=== EXERCISE AIM ===
Report the lines of the data below that contain the string "their".

=== EXTRACTED ENTRIES ===
* * * * *

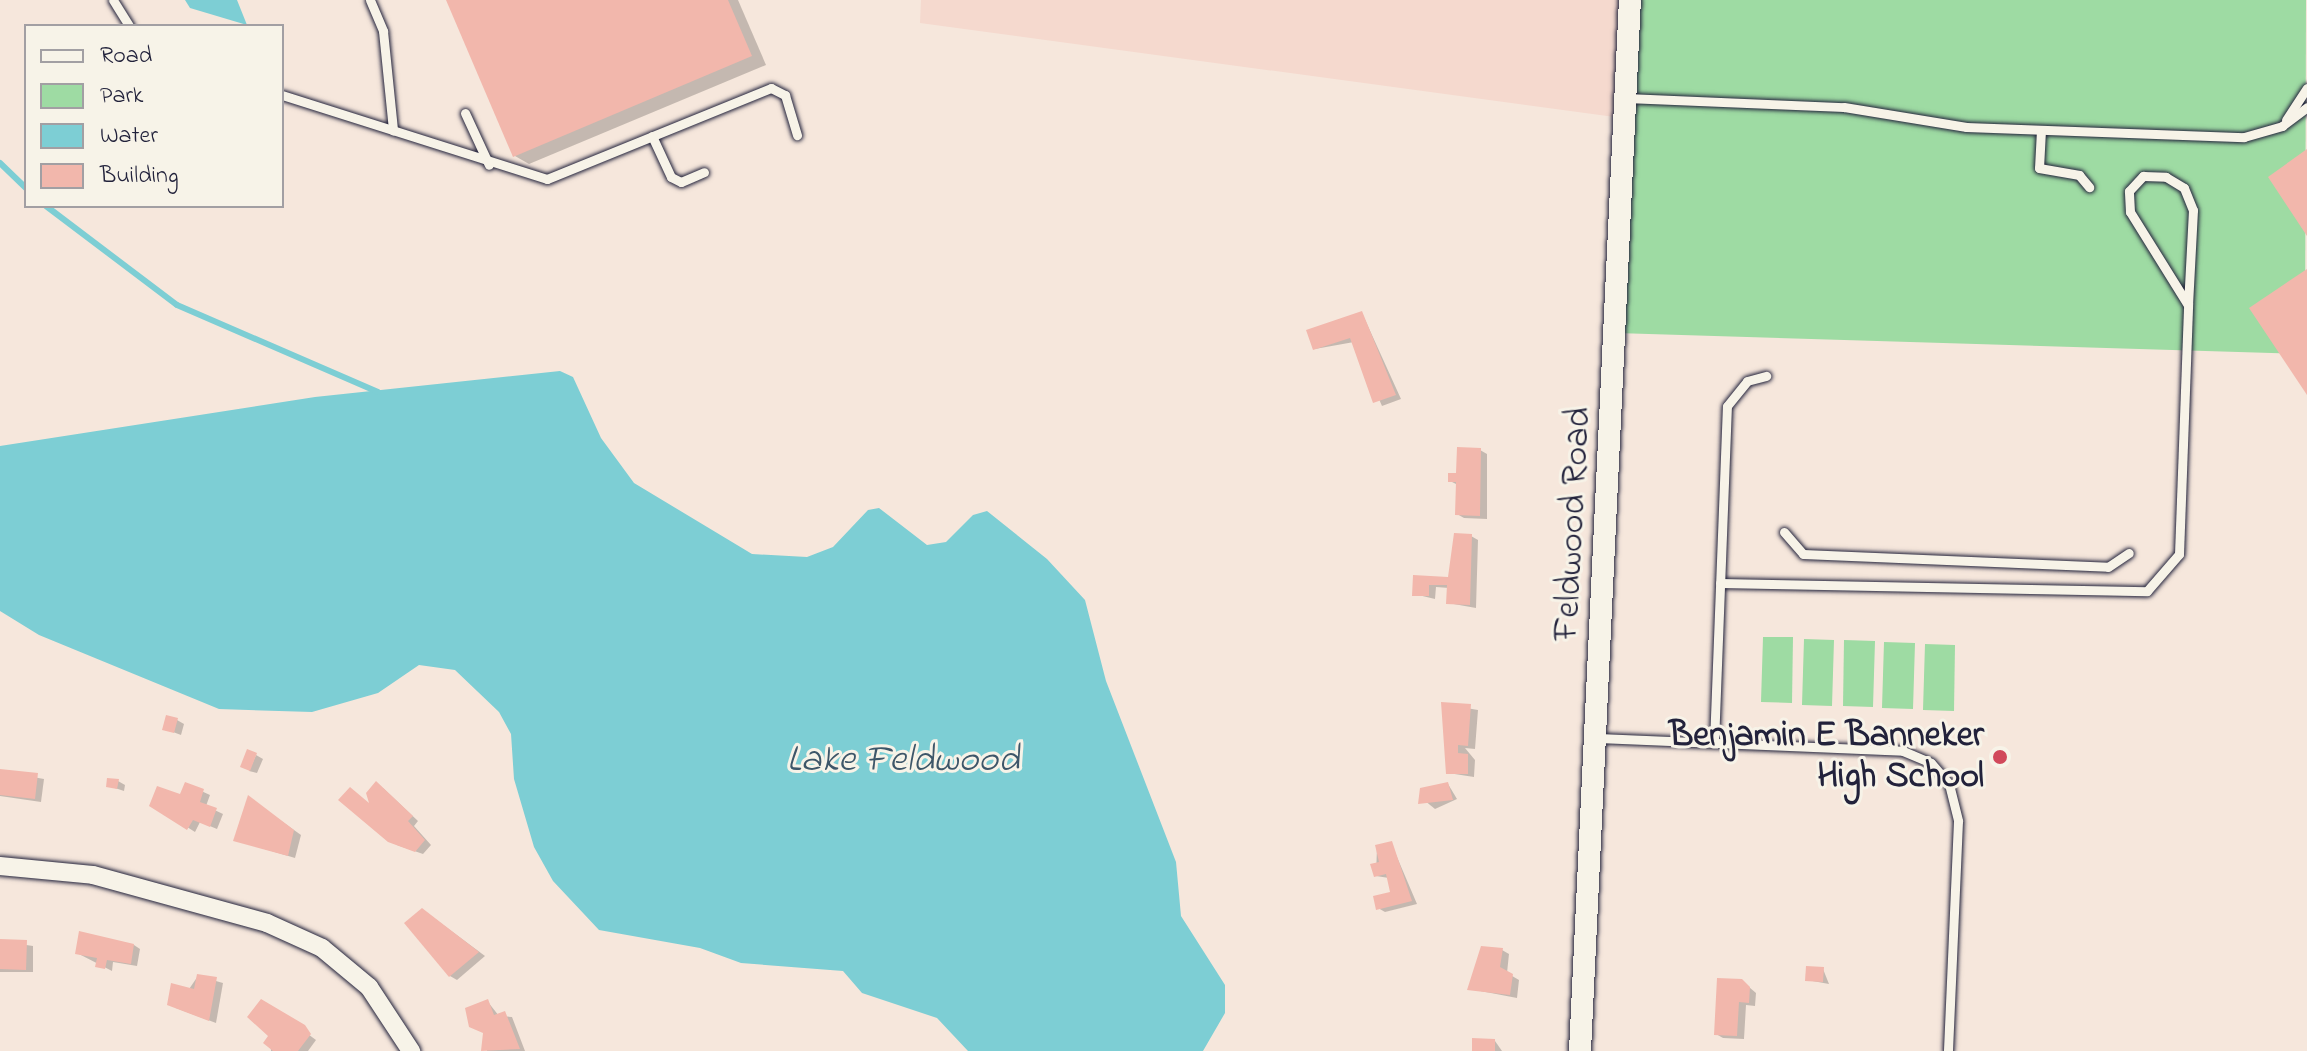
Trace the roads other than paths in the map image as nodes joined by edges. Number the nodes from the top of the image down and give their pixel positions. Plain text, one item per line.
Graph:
1 (113, 0) edge
2 (370, 0) edge
3 (1630, 0) edge
4 (128, 24) edge
5 (2307, 88) edge
6 (284, 96) edge
7 (1626, 98) junction
8 (2307, 107) edge
9 (465, 113) dead end
10 (2282, 126) junction
11 (393, 130) junction
12 (2041, 130) junction
13 (797, 135) dead end
14 (652, 136) junction
15 (489, 165) junction
16 (704, 172) dead end
17 (2089, 187) dead end
18 (2188, 305) junction
19 (1766, 376) dead end
20 (1784, 532) dead end
21 (2129, 553) dead end
22 (1720, 583) junction
23 (1598, 738) junction
24 (1714, 743) junction
25 (0, 866) edge
26 (411, 1051) edge
27 (1580, 1051) edge
28 (1948, 1051) edge

1 - 4 lane
2 - 11 lane
3 - 7 street, Feldwood Road
5 - 10 lane
6 - 11 lane
7 - 12 lane
7 - 23 street, Feldwood Road
8 - 10 lane
9 - 15 lane
10 - 12 lane
11 - 15 lane
12 - 17 lane
13 - 14 lane
14 - 15 lane
14 - 16 lane
18 - 18 lane
18 - 22 lane
19 - 22 lane
20 - 21 lane
22 - 24 lane
23 - 24 lane
23 - 27 street, Feldwood Road
24 - 28 lane
25 - 26 street

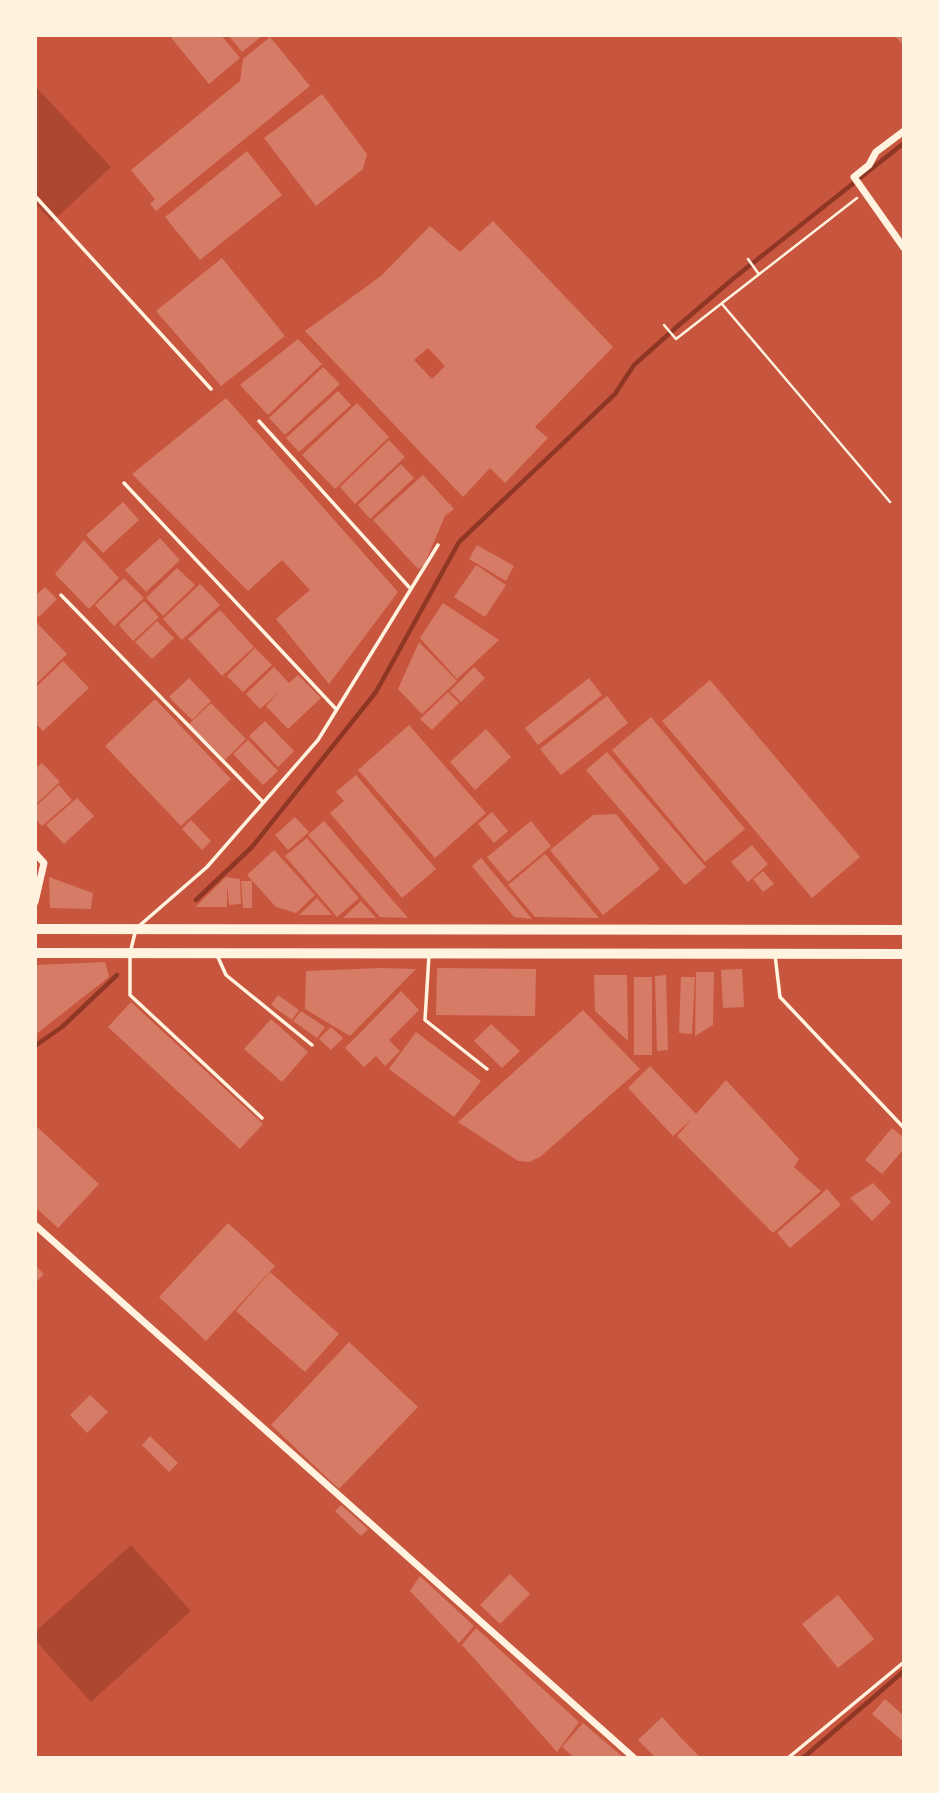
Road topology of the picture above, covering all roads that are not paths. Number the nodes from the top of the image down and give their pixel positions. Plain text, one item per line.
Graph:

* * * * *

=== YOUR RESPONSE ===
Trace the roads other than paths in the map image as nodes joined by edges. Number the nodes from the top of the image down and give their pixel positions. Plain text, one item per line.
Road topology of the picture above, covering all roads that are not paths. Number the nodes from the top of the image down and give their pixel positions. Plain text, one item per line.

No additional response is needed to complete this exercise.